Sustainable and Traceable
Rita Valério of CeNTI – Centre for Nanotechnology and Smart Materials, Portugal, outlined the Fiber4Fiber project, which aims to develop optimized dissolving pulp from Portuguese Eucalyptus globulus trees to produce man-made cellulosic fibers, such as lyocell and viscose, which can be traced along the value chain.
As part of the project, modified lyocell fibers are being developed with properties that are appealing to the end user and meet more demanding technical and performance requirements in the market, such as antimicrobial and flame-retardant properties.
Much of the second day of the Cellulose Fibres Conference was devoted to the results from the EU-funded GRETE project, which aims to overcome the bottlenecks in the wood-to-textile value chain, explained Joan Colon of the BETA Tech Center, University of Vic–Central University of Catalonia, Spain.

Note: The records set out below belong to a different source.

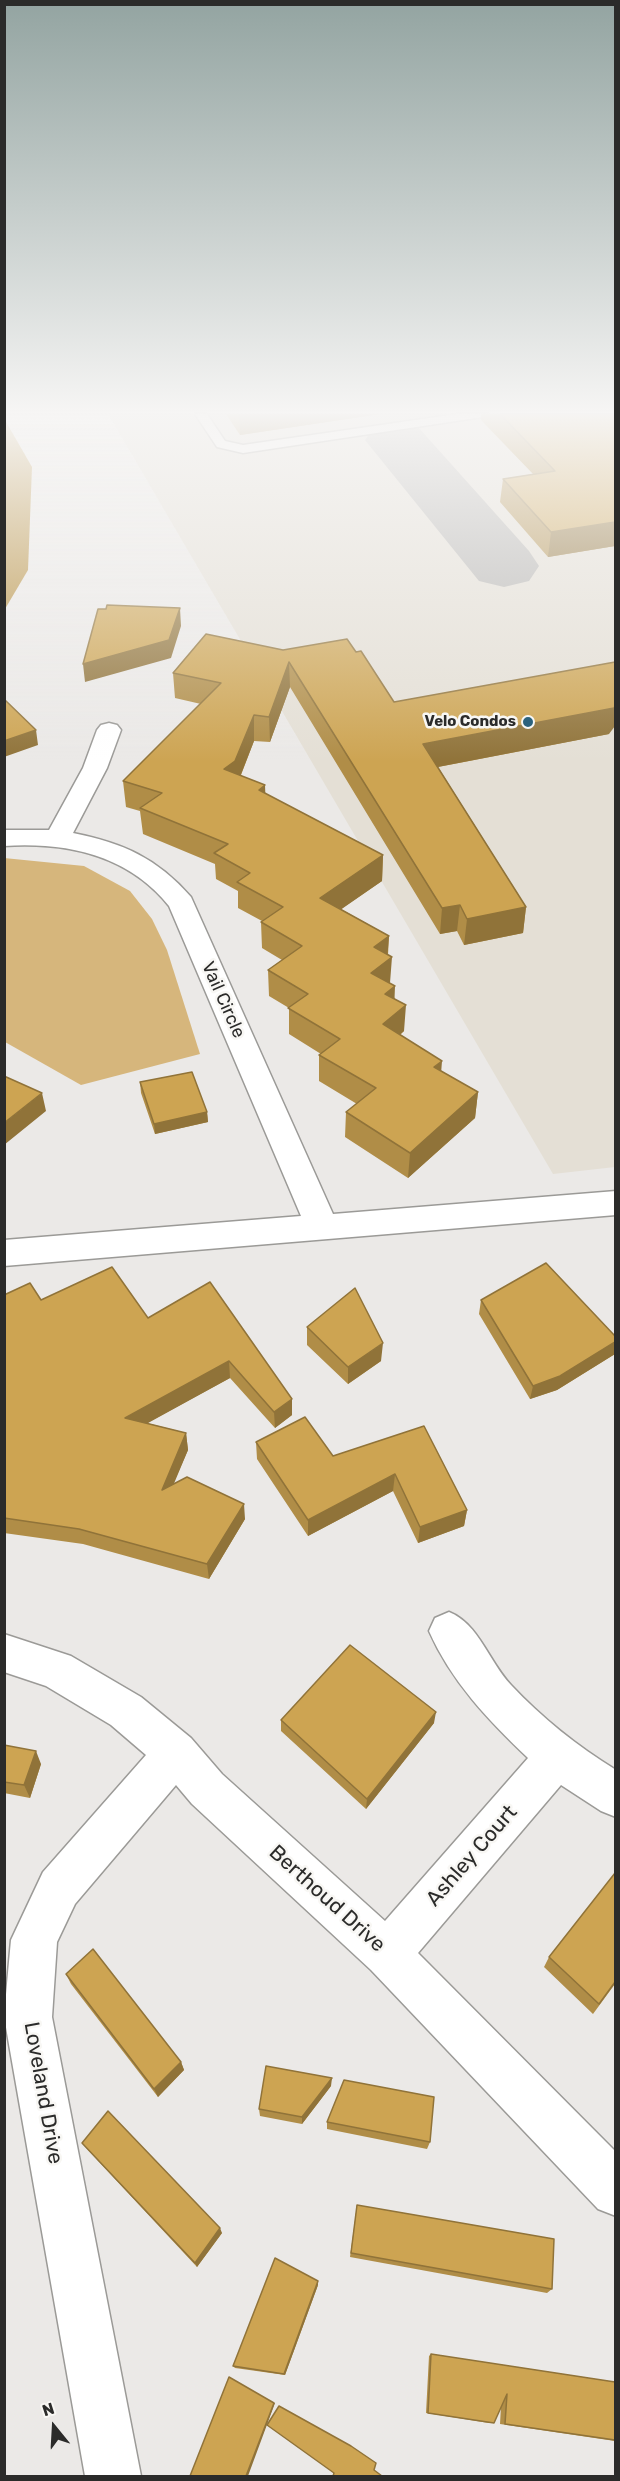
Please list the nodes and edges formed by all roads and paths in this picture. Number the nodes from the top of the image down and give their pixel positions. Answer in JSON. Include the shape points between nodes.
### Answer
{"nodes":[{"id":1,"x":109,"y":730,"type":"dead end"},
{"id":2,"x":4,"y":838,"type":"edge"},
{"id":3,"x":57,"y":839,"type":"junction"},
{"id":4,"x":615,"y":1203,"type":"edge"},
{"id":5,"x":323,"y":1229,"type":"junction"},
{"id":6,"x":4,"y":1253,"type":"edge"},
{"id":7,"x":449,"y":1630,"type":"dead end"},
{"id":8,"x":4,"y":1653,"type":"edge"},
{"id":9,"x":176,"y":1754,"type":"junction"},
{"id":10,"x":557,"y":1757,"type":"junction"},
{"id":11,"x":615,"y":1796,"type":"edge"},
{"id":12,"x":387,"y":1954,"type":"junction"},
{"id":13,"x":615,"y":2190,"type":"edge"},
{"id":14,"x":113,"y":2476,"type":"edge"}],
"edges":[{"from":1,"to":3,"type":"street","via":[[95,768]]},
{"from":2,"to":3,"type":"street","name":"Vail Circle"},
{"from":3,"to":5,"type":"street","name":"Vail Circle","via":[[129,859],[159,878],[181,903]]},
{"from":4,"to":5,"type":"street"},
{"from":5,"to":6,"type":"street"},
{"from":7,"to":10,"type":"street","via":[[495,1698]]},
{"from":8,"to":9,"type":"street","name":"Berthoud Drive","via":[[57,1670],[126,1711]]},
{"from":9,"to":12,"type":"street","name":"Berthoud Drive","via":[[207,1789]]},
{"from":9,"to":14,"type":"street","name":"Loveland Drive","via":[[58,1888],[34,1940],[28,2018]]},
{"from":10,"to":11,"type":"street"},
{"from":10,"to":12,"type":"street","name":"Ashley Court"},
{"from":12,"to":13,"type":"street","name":"Berthoud Drive"}]}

The initiative aims to improve the existing textile value chain by using a new raw material based on standard paper-grade pulps, implementing novel green technologies based on ionic liquid chemicals and a recovery process for cellulose dissolution with a novel post-modification process to obtain regenerated man-made cellulosic fibers with improved technical properties.
For the third time, Nova-Institut organized the Cellulose Fibre Innovation of the Year award, sponsored by GIG Karasek, Austria, as part of the Cologne event. The conference advisory board selected six products from 20 nominations, which were put to an audience vote on the first day of the event, with the awards ceremony taking place in the evening.
In a close-run competition, the overall winner was Nullarbor high-tenacity lyocell fibers made from bacterial cellulose. Developed by Nanollose of Australia and Birla Cellulose of India, Nullarbor is significantly stronger than lyocell made from wood-based pulp – even adding small amounts of bacterial cellulose to wood pulp increases the fiber toughness, said Nanollose executive chairman Wayne Best.
The first pilot batch of 260 kg of Nullarbor (from the Latin Nulla arbor, meaning “no trees”) was produced in 2022 with a 20% bacterial pulp share, and several fabrics and garments have been produced with this fiber. The collaboration between Nanollose and Birla Cellulose is now focusing on increasing the production scale and amount of bacterial pulp in the fiber.
Second place in the innovation award went to Renewcell of Sweden for Circulose, a branded dissolving pulp made from 100% textile waste, such as used clothing and production scraps, which provides a material for fashion that is fully recycled, recyclable, biodegradable and of virgin-equivalent quality. Circulose can be used by fiber producers to make staple fibers or filaments such as viscose, lyocell, modal, acetate or other types of man-made cellulosic fibers.
Third place was awarded to Vybrana, a new-generation banana fiber upcycled from agricultural waste from Gencrest Bio Products, India. Raw fibers are extracted from the banana pseudo-stem at the end of the plant’s lifecycle and the biomass waste is treated by Gencrest’s Fiberzyme technology, which removes the high lignin content and other impurities and helps fiber fibrillation. The company’s proprietary cottonization process provides fine, spinnable cellulose staple fibers suitable for blending with other staple fibers and can be spun on any conventional spinning systems, explained Sandesh Saxena, head of marketing.
The other innovation award nominees were HeiQ AeoniQ, a climate-positive continuous cellulose filament yarn that reproduces the properties of polyester and polyamide yarns in a cellulosic, biodegradable and endlessly recyclable fiber; Lenzing’s Tencel Luxe lyocell yarn that offers an alternative to silk, long-staple cotton and petroleum-based synthetic filament yarns; and sustainable, plastic-free, biodegradable and compostable sanitary pads from Sparkle Innovations, USA.